Missouri Court of Appeals, Eastern District, Division OneMay 6, 1987
728 S.W.2d 670 (Mo. Ct. App. 1987)

No. 51645.

March 31, 1987. Motion for Rehearing and/or Transfer Denied May 6, 1987.


Anthony S. Bruning, Leritz, Reinert Duree, St. Louis, for appellants.

Paul Nicholas Venker, Shepherd, Sandberg Phoenix, Gerald D. Morris, St. Louis, for respondent.

Richard and Virginia Klein (plaintiffs) appeal from the dismissal of their petition alleging fraud during the course of discovery in a prior lawsuit. The petition was dismissed for failure to state a cause of action. We affirm.

Plaintiffs originally brought suit against respondent (G.E.) after a fire destroyed their home and property. Plaintiffs had purchased a defective coffee maker made by G.E. On December 24, 1980, plaintiffs' home caught fire due to the defective coffee maker. Plaintiffs obtained a $600,000 judgment for the actual damages sustained as a result of the fire. The judgment was affirmed by this court in Klein v. General Electric Co., 714 S.W.2d 896 (Mo.App. 1986).

The original lawsuit was filed on April 16, 1982, and amended to include a punitive damages claim on February 22, 1984. The case was tried on February 4, 1985 through February 11, 1985. In their present petition claiming fraud, plaintiffs allege they dismissed their claim for punitive damages on February 8, 1985, in reliance on false and fraudulent representations made by G.E. during discovery. They claim to have discovered these misrepresentations when a G.E. employee testified later at trial.

Plaintiffs allege that during the course of discovery of the case, G.E. repeatedly, falsely and fraudulently represented to plaintiffs that G.E. had no knowledge of other fires, claims of property damage or safety complaints with the model of coffee maker in question. They allege these misrepresentations were intentionally made so that plaintiffs would rely on them. After the dismissal of the punitive damage claim, the G.E. employee testified that, since 1982, G.E. had been notified of sixty other like coffee makers overheating, forty of which were caused by thermostat and fuse failures.

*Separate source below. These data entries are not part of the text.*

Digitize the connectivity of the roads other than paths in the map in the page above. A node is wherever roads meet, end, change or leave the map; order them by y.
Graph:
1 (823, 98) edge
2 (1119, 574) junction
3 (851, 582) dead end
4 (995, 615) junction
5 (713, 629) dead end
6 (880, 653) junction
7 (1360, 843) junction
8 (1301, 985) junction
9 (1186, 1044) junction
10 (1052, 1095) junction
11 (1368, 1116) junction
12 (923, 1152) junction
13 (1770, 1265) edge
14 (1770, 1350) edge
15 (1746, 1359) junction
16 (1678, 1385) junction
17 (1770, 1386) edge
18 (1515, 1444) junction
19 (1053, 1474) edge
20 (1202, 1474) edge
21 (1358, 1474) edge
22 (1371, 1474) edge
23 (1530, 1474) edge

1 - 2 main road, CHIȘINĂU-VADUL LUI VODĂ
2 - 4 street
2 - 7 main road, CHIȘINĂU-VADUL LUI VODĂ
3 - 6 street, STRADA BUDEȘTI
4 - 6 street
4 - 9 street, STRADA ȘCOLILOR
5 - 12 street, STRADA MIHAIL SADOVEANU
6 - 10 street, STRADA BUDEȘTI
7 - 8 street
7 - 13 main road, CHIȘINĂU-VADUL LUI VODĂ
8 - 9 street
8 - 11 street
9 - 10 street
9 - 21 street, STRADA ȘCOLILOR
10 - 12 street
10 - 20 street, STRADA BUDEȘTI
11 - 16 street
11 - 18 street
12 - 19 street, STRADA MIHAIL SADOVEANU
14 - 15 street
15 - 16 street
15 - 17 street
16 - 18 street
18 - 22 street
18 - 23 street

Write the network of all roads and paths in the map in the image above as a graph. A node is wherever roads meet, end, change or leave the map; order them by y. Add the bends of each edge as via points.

Plaintiffs did not favor us with facts showing what action was taken, either by themselves or by the trial court, when the G.E. employee testified about the other overheating coffee makers. G.E. did not take umbrage for their failure to do so. We feel, however, we must address the issue of plaintiffs' failure either to object to the testimony or to amend their pleading to add a punitive damage claim.

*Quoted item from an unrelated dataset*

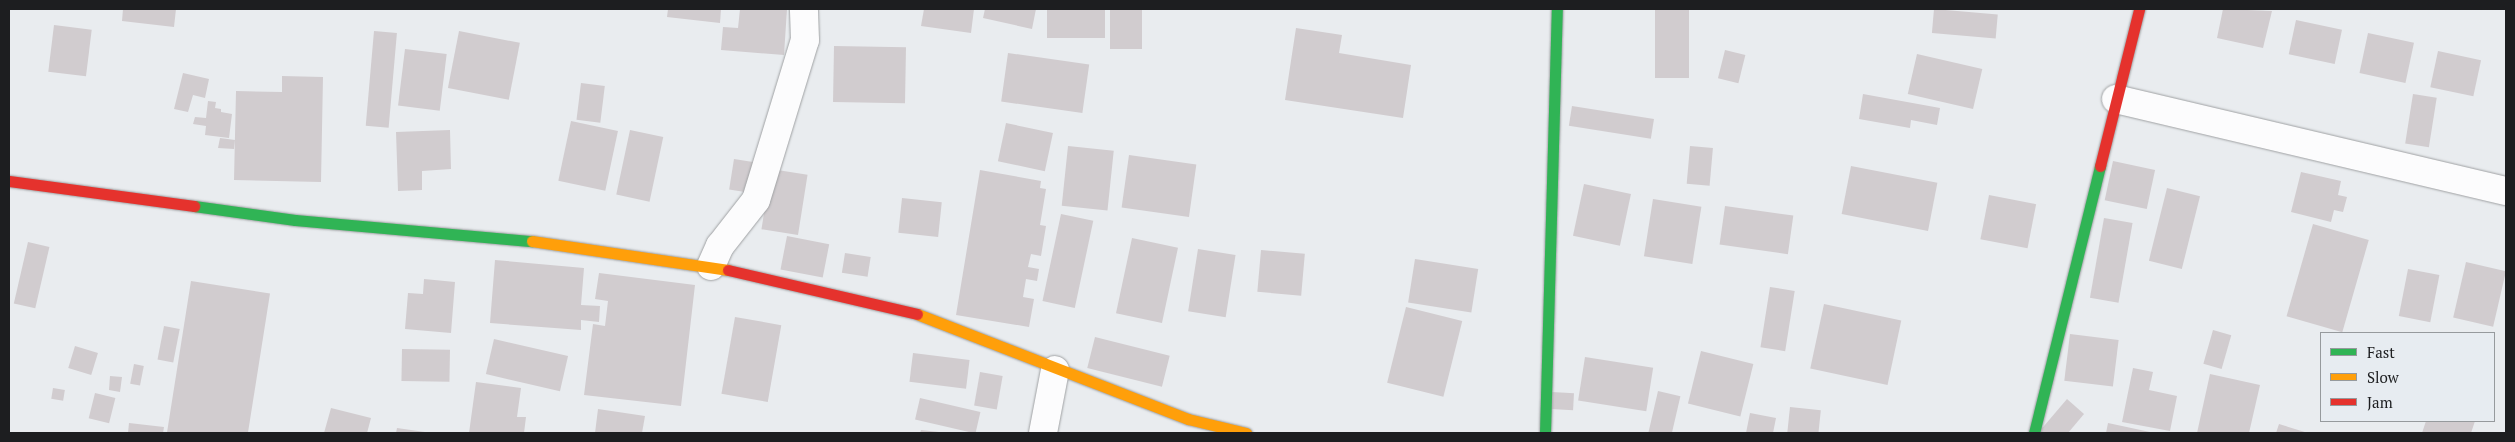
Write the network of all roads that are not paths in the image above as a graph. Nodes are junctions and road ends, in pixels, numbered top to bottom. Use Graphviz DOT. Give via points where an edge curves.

A punitive damage claim is not a separate cause of action; it must be brought in conjunction with a claim for actual damages. Gould v. Starr, 558 S.W.2d 755, 770[13] (Mo.App. 1977). Upon learning of G.E.'s knowledge of other fires, plaintiffs could have petitioned the court for leave to amend their petition under Rule 55.33. If that request had been denied, they could have objected to the evidence on the ground it had not been disclosed during discovery. The court has discretion in fashioning a remedy when evidence is challenged under such circumstances. Sagehorn v. Phillips Petroleum Co., 648 S.W.2d 647, 649[5] (Mo.App. 1983); Aulgur v. Zylich, 390 S.W.2d 553, 556[2] (Mo.App. 1965). Plaintiffs should have requested either reinstatement of their punitive damages claim or other appropriate relief when the alleged fraud was discovered. Had this been rejected, this court would have reviewed plaintiffs' case on direct appeal. However, they did not object or move to amend their petition. Having lost their opportunity for relief, plaintiffs now seek to recover the lost potential punitive damage award on the basis of fraudulent discovery responses. A lost cause of action cannot be reasserted by giving it a new name.

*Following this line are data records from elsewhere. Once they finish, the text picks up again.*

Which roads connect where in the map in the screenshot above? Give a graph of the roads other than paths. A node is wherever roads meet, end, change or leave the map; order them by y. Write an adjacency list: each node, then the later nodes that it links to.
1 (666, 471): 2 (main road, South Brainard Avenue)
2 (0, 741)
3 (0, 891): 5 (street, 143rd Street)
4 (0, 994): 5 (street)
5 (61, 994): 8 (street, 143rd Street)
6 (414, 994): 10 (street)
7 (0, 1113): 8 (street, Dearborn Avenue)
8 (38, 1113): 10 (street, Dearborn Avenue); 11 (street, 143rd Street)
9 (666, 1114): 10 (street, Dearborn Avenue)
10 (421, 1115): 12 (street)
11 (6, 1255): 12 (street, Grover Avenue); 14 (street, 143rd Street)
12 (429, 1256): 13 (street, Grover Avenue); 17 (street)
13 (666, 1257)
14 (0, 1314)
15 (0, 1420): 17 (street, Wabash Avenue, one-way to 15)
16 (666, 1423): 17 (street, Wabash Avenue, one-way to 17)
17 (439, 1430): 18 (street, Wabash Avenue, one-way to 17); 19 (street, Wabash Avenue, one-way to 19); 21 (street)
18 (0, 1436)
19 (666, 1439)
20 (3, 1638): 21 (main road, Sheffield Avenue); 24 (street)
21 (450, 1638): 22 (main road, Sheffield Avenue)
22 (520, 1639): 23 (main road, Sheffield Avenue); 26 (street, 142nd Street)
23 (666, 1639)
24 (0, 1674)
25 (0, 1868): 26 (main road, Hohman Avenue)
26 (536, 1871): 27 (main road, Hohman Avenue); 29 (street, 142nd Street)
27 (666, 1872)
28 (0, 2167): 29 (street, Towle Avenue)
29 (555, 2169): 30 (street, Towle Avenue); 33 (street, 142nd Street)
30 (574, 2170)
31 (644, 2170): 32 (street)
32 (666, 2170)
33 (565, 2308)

Even if fraud in discovery was not waived, plaintiffs have failed to state a cause of action. We view the petition favorably to plaintiffs. Schimmer v. H.W. Freeman Const. Co., 607 S.W.2d 767, 769[1] (Mo.App. 1980). However, they had to plead their fraud claim with particularity. Rule 55.15; Green v. Green, 606 S.W.2d 395, 398[2] (Mo.App. 1980).

The elements of a fraud claim are a representation, its falsity, its materiality, a speaker's knowledge of the falsity, his intent that his statement should be acted upon by the other party and in the manner contemplated, that party's ignorance of the falsity, his reliance on its truth, his right to rely thereon, and his consequent injury. Hohenstreet v. Sterling National Land Co., 706 S.W.2d 80, 83[4] (Mo.App. 1986). Plaintiffs' petition was insufficient for failure to allege with particularity their injury, specifically the viability of their punitive damage claim.

Plaintiffs pled a fire occurred in their home in December of 1980 due to a defective coffee maker. To have succeeded on their punitive damage claim, plaintiffs would have had to have pled and shown G.E. had notice about the defective condition when the coffee maker was sold. Hoover's Dairy, Inc. v. Mid-America Dairymen, Inc., 700 S.W.2d 426, 435[16] (Mo. banc 1985). The only thing in plaintiffs' petition regarding notice to G.E. came from the fact a G.E. employee testified that since 1982 G.E. had been notified about possibly defective coffee makers.

Judgment affirmed.

KELLY, P.J., and CARL R. GAERTNER, J., concur.